On Tue, Jan 19, 2010 at 2:10 AM, Andrew Thorburn <nzipsi_at_gmail.com> wrote:
> I'm wondering if there has been any discussion about the ability to
> commit bits and pieces of a file.
>
> e.g.:
>
> I have a particular bit of code in a project I'm working on which is
> very large (too large), and I frequently need to make changes to it
> for multiple issues. This means that when I go to commit, I have to
> make a single commit which fixes or implements multiple issues. This
> isn't really ideal, as it means that you can't look at the diffs of
> the file to see which change applies to which issue - you just see a
> nice big list of changes, and have to guess at what changes apply to
> what issue.
>
> I can't always commit straight away, as I need to wait for
> confirmation that the fix is *actually* required, so I might move on
> to the next issue which could require changes to the same file.
>
> Ideally, I would like to be able to select the lines I want to commit
> (or not commit, as the case may be),
While I'd like to have such a feature in svn, I don't think this is
what you need (as Tyler also indicates in his response).
If you work on one issue after the other, you can commit your work on
some temporary branch (shelf,...).
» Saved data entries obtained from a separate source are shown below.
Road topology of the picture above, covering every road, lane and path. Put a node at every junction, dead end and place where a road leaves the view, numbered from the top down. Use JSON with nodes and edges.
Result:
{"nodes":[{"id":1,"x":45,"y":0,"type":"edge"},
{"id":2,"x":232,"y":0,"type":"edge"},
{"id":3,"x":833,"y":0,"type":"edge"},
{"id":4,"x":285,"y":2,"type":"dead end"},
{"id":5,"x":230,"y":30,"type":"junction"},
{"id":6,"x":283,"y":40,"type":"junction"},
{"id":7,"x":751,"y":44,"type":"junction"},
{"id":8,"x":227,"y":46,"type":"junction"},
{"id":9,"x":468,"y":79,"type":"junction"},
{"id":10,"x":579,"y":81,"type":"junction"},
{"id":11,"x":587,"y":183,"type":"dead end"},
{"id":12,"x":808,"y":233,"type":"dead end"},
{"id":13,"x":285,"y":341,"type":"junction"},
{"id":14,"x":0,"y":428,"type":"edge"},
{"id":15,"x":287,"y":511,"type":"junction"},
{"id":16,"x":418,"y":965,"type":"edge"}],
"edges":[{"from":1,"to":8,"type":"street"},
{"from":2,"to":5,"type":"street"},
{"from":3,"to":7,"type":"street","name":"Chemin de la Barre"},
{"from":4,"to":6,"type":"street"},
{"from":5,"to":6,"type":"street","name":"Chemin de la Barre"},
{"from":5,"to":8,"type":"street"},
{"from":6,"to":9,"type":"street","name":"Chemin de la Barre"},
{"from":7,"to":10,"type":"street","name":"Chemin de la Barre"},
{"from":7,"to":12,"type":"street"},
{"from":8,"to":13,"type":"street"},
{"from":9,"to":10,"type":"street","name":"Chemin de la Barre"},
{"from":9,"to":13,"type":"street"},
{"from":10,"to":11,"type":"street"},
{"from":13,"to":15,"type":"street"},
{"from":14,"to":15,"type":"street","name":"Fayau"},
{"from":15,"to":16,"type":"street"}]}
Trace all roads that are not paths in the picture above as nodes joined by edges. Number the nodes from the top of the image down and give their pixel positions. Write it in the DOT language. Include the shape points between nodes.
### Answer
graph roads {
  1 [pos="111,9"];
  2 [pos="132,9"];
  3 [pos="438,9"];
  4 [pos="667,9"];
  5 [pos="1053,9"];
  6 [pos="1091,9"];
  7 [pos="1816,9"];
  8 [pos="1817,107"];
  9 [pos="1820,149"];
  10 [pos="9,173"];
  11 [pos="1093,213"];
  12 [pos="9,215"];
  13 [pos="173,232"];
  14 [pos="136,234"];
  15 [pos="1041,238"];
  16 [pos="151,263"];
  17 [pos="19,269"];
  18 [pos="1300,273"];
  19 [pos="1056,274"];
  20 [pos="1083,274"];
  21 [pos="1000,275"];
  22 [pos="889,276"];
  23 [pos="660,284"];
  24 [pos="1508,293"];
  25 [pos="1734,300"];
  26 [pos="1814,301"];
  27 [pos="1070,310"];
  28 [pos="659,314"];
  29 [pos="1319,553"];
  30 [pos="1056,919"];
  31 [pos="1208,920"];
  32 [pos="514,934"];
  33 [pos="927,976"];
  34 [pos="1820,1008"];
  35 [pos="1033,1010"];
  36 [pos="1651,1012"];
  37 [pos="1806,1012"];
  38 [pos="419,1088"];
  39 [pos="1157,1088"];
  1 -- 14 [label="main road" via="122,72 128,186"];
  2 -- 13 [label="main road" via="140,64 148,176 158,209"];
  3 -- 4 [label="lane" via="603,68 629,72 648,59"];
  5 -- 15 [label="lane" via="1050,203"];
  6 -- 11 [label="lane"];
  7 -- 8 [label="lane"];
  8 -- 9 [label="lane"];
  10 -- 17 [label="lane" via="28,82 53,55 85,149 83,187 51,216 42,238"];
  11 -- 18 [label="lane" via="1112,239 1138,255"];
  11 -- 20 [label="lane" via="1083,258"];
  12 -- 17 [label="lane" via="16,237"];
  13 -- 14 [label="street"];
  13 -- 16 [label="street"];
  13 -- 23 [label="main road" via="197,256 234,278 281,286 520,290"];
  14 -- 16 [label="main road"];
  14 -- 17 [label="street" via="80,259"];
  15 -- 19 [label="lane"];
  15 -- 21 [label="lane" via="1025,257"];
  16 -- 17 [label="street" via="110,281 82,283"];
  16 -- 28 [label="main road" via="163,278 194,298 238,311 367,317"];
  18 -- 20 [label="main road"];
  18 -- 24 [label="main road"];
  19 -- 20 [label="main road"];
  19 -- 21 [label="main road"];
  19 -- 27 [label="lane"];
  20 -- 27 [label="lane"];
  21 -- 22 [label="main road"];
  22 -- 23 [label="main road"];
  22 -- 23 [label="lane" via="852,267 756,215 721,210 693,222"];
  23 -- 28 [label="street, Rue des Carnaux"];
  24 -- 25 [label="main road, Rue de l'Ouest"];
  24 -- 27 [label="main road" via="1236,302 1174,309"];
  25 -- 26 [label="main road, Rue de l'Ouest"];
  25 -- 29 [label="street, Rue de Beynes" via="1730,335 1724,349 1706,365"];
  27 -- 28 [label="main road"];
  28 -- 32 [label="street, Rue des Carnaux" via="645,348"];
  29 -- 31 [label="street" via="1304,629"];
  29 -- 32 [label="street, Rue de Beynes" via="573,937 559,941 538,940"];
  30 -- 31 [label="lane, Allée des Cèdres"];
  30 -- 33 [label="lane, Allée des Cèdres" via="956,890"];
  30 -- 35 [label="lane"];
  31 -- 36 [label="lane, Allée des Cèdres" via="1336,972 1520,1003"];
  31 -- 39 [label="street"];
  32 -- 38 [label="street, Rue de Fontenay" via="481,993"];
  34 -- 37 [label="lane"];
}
When it's decided that the fix is
needed, you can merge the changes from your temporary branch to your
main development branch easily. With this approach your work is cut
into pieces (per issue), it's safe in the repository and your working
copy is clean to continue working on other issues.
I'd never use a 'commit only these chunks of these files' tool on Java
code. You build and probably test your code before commit, and if you
only take parts of it and move those to the repository, you risk that
the resulting commit will break the build on your branch.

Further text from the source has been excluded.